Exercise –
All lines in the records below with the word "lane" must be returned.

--------------------------------------------------

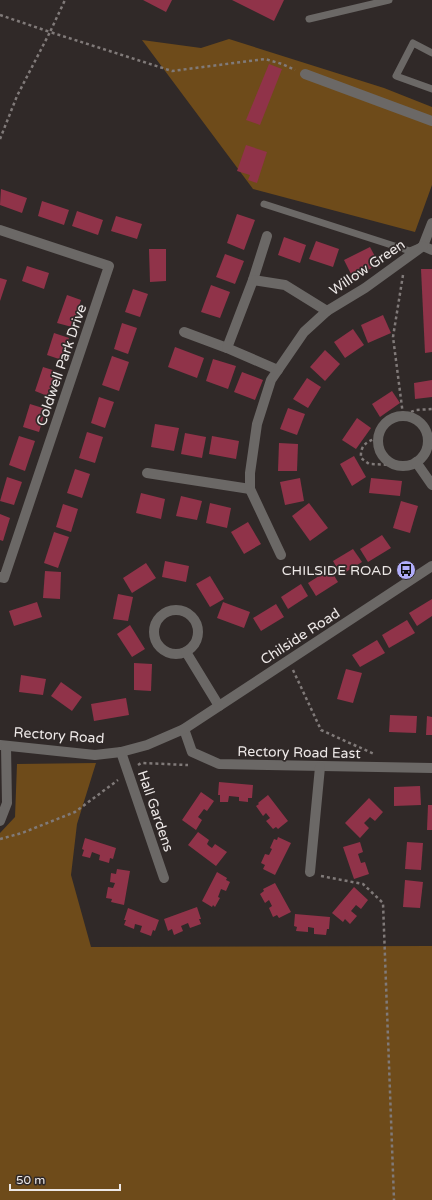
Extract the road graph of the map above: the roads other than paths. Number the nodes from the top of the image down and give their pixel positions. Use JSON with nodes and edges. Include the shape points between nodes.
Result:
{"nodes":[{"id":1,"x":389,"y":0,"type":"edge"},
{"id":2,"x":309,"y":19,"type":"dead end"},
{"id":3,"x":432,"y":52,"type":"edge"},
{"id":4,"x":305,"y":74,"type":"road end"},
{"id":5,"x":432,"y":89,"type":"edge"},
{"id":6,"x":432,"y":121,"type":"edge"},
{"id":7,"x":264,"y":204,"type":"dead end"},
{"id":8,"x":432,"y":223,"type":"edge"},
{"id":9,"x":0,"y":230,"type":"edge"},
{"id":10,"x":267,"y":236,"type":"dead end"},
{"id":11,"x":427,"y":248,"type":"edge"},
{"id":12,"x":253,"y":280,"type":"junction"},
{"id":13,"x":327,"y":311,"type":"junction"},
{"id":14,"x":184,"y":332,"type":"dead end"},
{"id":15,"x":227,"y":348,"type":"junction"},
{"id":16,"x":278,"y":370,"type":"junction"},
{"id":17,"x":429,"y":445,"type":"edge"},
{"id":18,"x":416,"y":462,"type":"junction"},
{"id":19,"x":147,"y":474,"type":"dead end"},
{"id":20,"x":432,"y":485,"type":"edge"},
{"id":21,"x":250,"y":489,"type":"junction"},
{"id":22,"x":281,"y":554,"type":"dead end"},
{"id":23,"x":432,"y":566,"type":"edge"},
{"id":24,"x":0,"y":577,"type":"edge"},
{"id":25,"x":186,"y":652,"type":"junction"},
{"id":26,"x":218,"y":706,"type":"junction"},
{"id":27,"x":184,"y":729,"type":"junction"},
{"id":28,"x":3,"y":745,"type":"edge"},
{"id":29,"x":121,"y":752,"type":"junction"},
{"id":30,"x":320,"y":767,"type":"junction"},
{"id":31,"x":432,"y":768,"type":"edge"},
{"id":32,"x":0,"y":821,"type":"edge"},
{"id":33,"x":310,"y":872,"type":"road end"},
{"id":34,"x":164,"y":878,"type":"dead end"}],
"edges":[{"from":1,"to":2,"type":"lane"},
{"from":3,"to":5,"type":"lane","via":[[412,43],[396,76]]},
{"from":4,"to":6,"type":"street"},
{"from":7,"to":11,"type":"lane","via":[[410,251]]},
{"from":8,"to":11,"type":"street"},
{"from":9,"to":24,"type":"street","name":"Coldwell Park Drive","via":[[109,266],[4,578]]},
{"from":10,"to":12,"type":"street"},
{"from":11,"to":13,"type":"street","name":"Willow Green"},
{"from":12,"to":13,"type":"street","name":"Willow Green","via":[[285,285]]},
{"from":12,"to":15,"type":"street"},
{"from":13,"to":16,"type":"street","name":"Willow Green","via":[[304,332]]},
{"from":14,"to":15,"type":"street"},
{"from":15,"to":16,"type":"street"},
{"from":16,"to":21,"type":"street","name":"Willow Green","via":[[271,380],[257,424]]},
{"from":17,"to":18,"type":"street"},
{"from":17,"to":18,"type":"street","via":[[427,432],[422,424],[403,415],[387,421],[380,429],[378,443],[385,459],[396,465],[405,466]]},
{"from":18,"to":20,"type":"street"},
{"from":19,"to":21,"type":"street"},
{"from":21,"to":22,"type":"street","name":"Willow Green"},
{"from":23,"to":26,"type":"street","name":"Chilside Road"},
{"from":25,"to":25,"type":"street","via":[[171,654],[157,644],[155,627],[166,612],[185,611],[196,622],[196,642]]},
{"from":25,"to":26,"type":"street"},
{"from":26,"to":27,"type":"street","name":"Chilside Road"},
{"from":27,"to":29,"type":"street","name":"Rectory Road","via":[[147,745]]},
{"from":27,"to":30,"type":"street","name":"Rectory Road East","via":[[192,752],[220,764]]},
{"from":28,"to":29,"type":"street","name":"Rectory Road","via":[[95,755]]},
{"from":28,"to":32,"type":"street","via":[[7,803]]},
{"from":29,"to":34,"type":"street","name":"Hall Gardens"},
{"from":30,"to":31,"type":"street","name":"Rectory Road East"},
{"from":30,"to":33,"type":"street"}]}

--------------------------------------------------

Exercise result –
"edges":[{"from":1,"to":2,"type":"lane"},
{"from":3,"to":5,"type":"lane","via":[[412,43],[396,76]]},
{"from":7,"to":11,"type":"lane","via":[[410,251]]},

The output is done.